PROMPT: Please reproduce the entries in full. Keep every character the same.

*** Opening MATERIAL SUPPLIED ***

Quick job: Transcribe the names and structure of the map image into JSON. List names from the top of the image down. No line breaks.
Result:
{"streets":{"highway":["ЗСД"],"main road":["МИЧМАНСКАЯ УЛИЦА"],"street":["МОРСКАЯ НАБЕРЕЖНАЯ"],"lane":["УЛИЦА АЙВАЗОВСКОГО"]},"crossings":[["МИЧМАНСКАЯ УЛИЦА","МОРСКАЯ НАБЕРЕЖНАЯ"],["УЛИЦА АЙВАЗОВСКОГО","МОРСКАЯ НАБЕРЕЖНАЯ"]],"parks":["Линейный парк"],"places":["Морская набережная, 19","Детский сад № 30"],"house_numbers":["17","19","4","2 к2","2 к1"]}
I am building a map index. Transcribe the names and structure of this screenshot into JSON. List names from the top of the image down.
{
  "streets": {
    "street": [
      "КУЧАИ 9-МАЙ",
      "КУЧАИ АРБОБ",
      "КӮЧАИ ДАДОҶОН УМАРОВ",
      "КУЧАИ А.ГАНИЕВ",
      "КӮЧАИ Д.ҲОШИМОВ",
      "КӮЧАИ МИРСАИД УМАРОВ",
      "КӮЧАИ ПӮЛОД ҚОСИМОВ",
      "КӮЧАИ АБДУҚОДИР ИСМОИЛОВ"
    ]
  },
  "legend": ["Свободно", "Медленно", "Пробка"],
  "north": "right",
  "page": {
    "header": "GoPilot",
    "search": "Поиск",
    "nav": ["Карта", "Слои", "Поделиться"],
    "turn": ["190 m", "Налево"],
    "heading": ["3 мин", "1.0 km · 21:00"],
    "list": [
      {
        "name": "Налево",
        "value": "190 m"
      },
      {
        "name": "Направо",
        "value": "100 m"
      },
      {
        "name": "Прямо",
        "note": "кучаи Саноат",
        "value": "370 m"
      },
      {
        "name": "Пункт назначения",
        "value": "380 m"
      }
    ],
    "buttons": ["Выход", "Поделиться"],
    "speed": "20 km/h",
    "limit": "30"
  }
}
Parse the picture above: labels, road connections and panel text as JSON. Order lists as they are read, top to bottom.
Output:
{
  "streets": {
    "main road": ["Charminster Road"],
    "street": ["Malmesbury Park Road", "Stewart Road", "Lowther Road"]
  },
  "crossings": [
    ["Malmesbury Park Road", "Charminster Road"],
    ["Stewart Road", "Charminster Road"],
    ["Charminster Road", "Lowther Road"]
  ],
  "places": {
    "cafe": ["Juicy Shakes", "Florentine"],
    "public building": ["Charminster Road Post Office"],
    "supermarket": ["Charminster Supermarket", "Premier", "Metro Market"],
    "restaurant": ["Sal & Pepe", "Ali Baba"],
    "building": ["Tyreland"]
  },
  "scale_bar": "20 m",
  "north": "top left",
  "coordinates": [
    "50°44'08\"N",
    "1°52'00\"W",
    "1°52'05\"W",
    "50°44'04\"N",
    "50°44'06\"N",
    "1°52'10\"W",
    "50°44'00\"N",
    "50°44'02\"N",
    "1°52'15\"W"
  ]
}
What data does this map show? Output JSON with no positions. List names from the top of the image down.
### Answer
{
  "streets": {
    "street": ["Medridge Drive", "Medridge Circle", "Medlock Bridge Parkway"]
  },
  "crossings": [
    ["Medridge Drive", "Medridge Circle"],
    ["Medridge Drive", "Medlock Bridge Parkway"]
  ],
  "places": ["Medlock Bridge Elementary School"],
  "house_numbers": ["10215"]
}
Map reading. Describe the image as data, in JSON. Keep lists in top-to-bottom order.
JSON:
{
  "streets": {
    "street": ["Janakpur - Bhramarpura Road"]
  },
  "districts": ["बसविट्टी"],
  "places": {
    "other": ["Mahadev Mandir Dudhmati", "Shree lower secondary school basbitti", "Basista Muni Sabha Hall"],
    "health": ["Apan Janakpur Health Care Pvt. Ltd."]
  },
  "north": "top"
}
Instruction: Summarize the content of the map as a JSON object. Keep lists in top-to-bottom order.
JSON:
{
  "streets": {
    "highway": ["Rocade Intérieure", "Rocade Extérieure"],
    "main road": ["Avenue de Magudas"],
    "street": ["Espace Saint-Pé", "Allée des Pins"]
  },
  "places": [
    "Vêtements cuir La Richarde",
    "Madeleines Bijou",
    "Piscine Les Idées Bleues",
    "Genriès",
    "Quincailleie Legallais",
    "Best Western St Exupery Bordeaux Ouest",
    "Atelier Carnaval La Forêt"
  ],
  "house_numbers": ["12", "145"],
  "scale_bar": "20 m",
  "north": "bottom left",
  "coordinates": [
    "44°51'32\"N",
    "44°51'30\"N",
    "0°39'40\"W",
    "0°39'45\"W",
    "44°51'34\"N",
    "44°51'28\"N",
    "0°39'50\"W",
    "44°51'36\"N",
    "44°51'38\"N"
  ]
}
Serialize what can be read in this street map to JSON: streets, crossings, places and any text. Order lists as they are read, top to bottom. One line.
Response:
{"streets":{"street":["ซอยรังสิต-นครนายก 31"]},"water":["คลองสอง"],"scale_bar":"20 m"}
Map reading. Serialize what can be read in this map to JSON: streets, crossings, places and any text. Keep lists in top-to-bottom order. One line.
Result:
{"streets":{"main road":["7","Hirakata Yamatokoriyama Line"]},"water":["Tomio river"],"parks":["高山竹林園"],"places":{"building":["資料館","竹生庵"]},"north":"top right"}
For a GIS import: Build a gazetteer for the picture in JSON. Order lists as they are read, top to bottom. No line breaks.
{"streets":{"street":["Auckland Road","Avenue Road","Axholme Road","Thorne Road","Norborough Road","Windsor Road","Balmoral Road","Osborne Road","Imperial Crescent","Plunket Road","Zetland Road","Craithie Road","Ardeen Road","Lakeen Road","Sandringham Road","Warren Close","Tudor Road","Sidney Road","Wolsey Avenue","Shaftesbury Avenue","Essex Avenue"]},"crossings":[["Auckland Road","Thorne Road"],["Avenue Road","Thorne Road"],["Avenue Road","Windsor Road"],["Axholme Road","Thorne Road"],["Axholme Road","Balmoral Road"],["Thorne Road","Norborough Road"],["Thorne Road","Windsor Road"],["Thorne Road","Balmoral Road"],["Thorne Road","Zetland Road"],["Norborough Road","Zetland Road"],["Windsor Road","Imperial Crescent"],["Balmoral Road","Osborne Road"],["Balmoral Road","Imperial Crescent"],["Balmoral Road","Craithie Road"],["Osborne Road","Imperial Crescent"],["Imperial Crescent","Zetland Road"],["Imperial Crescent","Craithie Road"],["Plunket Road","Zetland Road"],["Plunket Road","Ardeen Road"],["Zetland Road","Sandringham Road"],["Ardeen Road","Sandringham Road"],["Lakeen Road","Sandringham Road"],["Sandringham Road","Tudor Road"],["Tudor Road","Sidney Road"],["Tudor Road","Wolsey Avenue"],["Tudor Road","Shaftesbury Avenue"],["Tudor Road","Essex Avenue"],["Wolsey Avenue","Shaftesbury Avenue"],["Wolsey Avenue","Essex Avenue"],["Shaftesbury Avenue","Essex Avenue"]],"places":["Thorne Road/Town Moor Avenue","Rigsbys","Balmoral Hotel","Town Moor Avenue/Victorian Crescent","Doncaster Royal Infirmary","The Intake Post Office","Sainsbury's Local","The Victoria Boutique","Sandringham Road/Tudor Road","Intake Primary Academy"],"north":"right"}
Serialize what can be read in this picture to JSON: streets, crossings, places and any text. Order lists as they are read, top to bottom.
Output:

*** Closing MATERIAL SUPPLIED ***

SOLUTION BELOW:
Quick job: Transcribe the names and structure of the map image into JSON. List names from the top of the image down. No line breaks.
Result:
{"streets":{"highway":["ЗСД"],"main road":["МИЧМАНСКАЯ УЛИЦА"],"street":["МОРСКАЯ НАБЕРЕЖНАЯ"],"lane":["УЛИЦА АЙВАЗОВСКОГО"]},"crossings":[["МИЧМАНСКАЯ УЛИЦА","МОРСКАЯ НАБЕРЕЖНАЯ"],["УЛИЦА АЙВАЗОВСКОГО","МОРСКАЯ НАБЕРЕЖНАЯ"]],"parks":["Линейный парк"],"places":["Морская набережная, 19","Детский сад № 30"],"house_numbers":["17","19","4","2 к2","2 к1"]}
I am building a map index. Transcribe the names and structure of this screenshot into JSON. List names from the top of the image down.
{
  "streets": {
    "street": [
      "КУЧАИ 9-МАЙ",
      "КУЧАИ АРБОБ",
      "КӮЧАИ ДАДОҶОН УМАРОВ",
      "КУЧАИ А.ГАНИЕВ",
      "КӮЧАИ Д.ҲОШИМОВ",
      "КӮЧАИ МИРСАИД УМАРОВ",
      "КӮЧАИ ПӮЛОД ҚОСИМОВ",
      "КӮЧАИ АБДУҚОДИР ИСМОИЛОВ"
    ]
  },
  "legend": ["Свободно", "Медленно", "Пробка"],
  "north": "right",
  "page": {
    "header": "GoPilot",
    "search": "Поиск",
    "nav": ["Карта", "Слои", "Поделиться"],
    "turn": ["190 m", "Налево"],
    "heading": ["3 мин", "1.0 km · 21:00"],
    "list": [
      {
        "name": "Налево",
        "value": "190 m"
      },
      {
        "name": "Направо",
        "value": "100 m"
      },
      {
        "name": "Прямо",
        "note": "кучаи Саноат",
        "value": "370 m"
      },
      {
        "name": "Пункт назначения",
        "value": "380 m"
      }
    ],
    "buttons": ["Выход", "Поделиться"],
    "speed": "20 km/h",
    "limit": "30"
  }
}
Parse the picture above: labels, road connections and panel text as JSON. Order lists as they are read, top to bottom.
Output:
{
  "streets": {
    "main road": ["Charminster Road"],
    "street": ["Malmesbury Park Road", "Stewart Road", "Lowther Road"]
  },
  "crossings": [
    ["Malmesbury Park Road", "Charminster Road"],
    ["Stewart Road", "Charminster Road"],
    ["Charminster Road", "Lowther Road"]
  ],
  "places": {
    "cafe": ["Juicy Shakes", "Florentine"],
    "public building": ["Charminster Road Post Office"],
    "supermarket": ["Charminster Supermarket", "Premier", "Metro Market"],
    "restaurant": ["Sal & Pepe", "Ali Baba"],
    "building": ["Tyreland"]
  },
  "scale_bar": "20 m",
  "north": "top left",
  "coordinates": [
    "50°44'08\"N",
    "1°52'00\"W",
    "1°52'05\"W",
    "50°44'04\"N",
    "50°44'06\"N",
    "1°52'10\"W",
    "50°44'00\"N",
    "50°44'02\"N",
    "1°52'15\"W"
  ]
}
What data does this map show? Output JSON with no positions. List names from the top of the image down.
### Answer
{
  "streets": {
    "street": ["Medridge Drive", "Medridge Circle", "Medlock Bridge Parkway"]
  },
  "crossings": [
    ["Medridge Drive", "Medridge Circle"],
    ["Medridge Drive", "Medlock Bridge Parkway"]
  ],
  "places": ["Medlock Bridge Elementary School"],
  "house_numbers": ["10215"]
}
Map reading. Describe the image as data, in JSON. Keep lists in top-to-bottom order.
JSON:
{
  "streets": {
    "street": ["Janakpur - Bhramarpura Road"]
  },
  "districts": ["बसविट्टी"],
  "places": {
    "other": ["Mahadev Mandir Dudhmati", "Shree lower secondary school basbitti", "Basista Muni Sabha Hall"],
    "health": ["Apan Janakpur Health Care Pvt. Ltd."]
  },
  "north": "top"
}
Instruction: Summarize the content of the map as a JSON object. Keep lists in top-to-bottom order.
JSON:
{
  "streets": {
    "highway": ["Rocade Intérieure", "Rocade Extérieure"],
    "main road": ["Avenue de Magudas"],
    "street": ["Espace Saint-Pé", "Allée des Pins"]
  },
  "places": [
    "Vêtements cuir La Richarde",
    "Madeleines Bijou",
    "Piscine Les Idées Bleues",
    "Genriès",
    "Quincailleie Legallais",
    "Best Western St Exupery Bordeaux Ouest",
    "Atelier Carnaval La Forêt"
  ],
  "house_numbers": ["12", "145"],
  "scale_bar": "20 m",
  "north": "bottom left",
  "coordinates": [
    "44°51'32\"N",
    "44°51'30\"N",
    "0°39'40\"W",
    "0°39'45\"W",
    "44°51'34\"N",
    "44°51'28\"N",
    "0°39'50\"W",
    "44°51'36\"N",
    "44°51'38\"N"
  ]
}
Serialize what can be read in this street map to JSON: streets, crossings, places and any text. Order lists as they are read, top to bottom. One line.
Response:
{"streets":{"street":["ซอยรังสิต-นครนายก 31"]},"water":["คลองสอง"],"scale_bar":"20 m"}
Map reading. Serialize what can be read in this map to JSON: streets, crossings, places and any text. Keep lists in top-to-bottom order. One line.
Result:
{"streets":{"main road":["7","Hirakata Yamatokoriyama Line"]},"water":["Tomio river"],"parks":["高山竹林園"],"places":{"building":["資料館","竹生庵"]},"north":"top right"}
For a GIS import: Build a gazetteer for the picture in JSON. Order lists as they are read, top to bottom. No line breaks.
{"streets":{"street":["Auckland Road","Avenue Road","Axholme Road","Thorne Road","Norborough Road","Windsor Road","Balmoral Road","Osborne Road","Imperial Crescent","Plunket Road","Zetland Road","Craithie Road","Ardeen Road","Lakeen Road","Sandringham Road","Warren Close","Tudor Road","Sidney Road","Wolsey Avenue","Shaftesbury Avenue","Essex Avenue"]},"crossings":[["Auckland Road","Thorne Road"],["Avenue Road","Thorne Road"],["Avenue Road","Windsor Road"],["Axholme Road","Thorne Road"],["Axholme Road","Balmoral Road"],["Thorne Road","Norborough Road"],["Thorne Road","Windsor Road"],["Thorne Road","Balmoral Road"],["Thorne Road","Zetland Road"],["Norborough Road","Zetland Road"],["Windsor Road","Imperial Crescent"],["Balmoral Road","Osborne Road"],["Balmoral Road","Imperial Crescent"],["Balmoral Road","Craithie Road"],["Osborne Road","Imperial Crescent"],["Imperial Crescent","Zetland Road"],["Imperial Crescent","Craithie Road"],["Plunket Road","Zetland Road"],["Plunket Road","Ardeen Road"],["Zetland Road","Sandringham Road"],["Ardeen Road","Sandringham Road"],["Lakeen Road","Sandringham Road"],["Sandringham Road","Tudor Road"],["Tudor Road","Sidney Road"],["Tudor Road","Wolsey Avenue"],["Tudor Road","Shaftesbury Avenue"],["Tudor Road","Essex Avenue"],["Wolsey Avenue","Shaftesbury Avenue"],["Wolsey Avenue","Essex Avenue"],["Shaftesbury Avenue","Essex Avenue"]],"places":["Thorne Road/Town Moor Avenue","Rigsbys","Balmoral Hotel","Town Moor Avenue/Victorian Crescent","Doncaster Royal Infirmary","The Intake Post Office","Sainsbury's Local","The Victoria Boutique","Sandringham Road/Tudor Road","Intake Primary Academy"],"north":"right"}
Serialize what can be read in this picture to JSON: streets, crossings, places and any text. Order lists as they are read, top to bottom.
Output:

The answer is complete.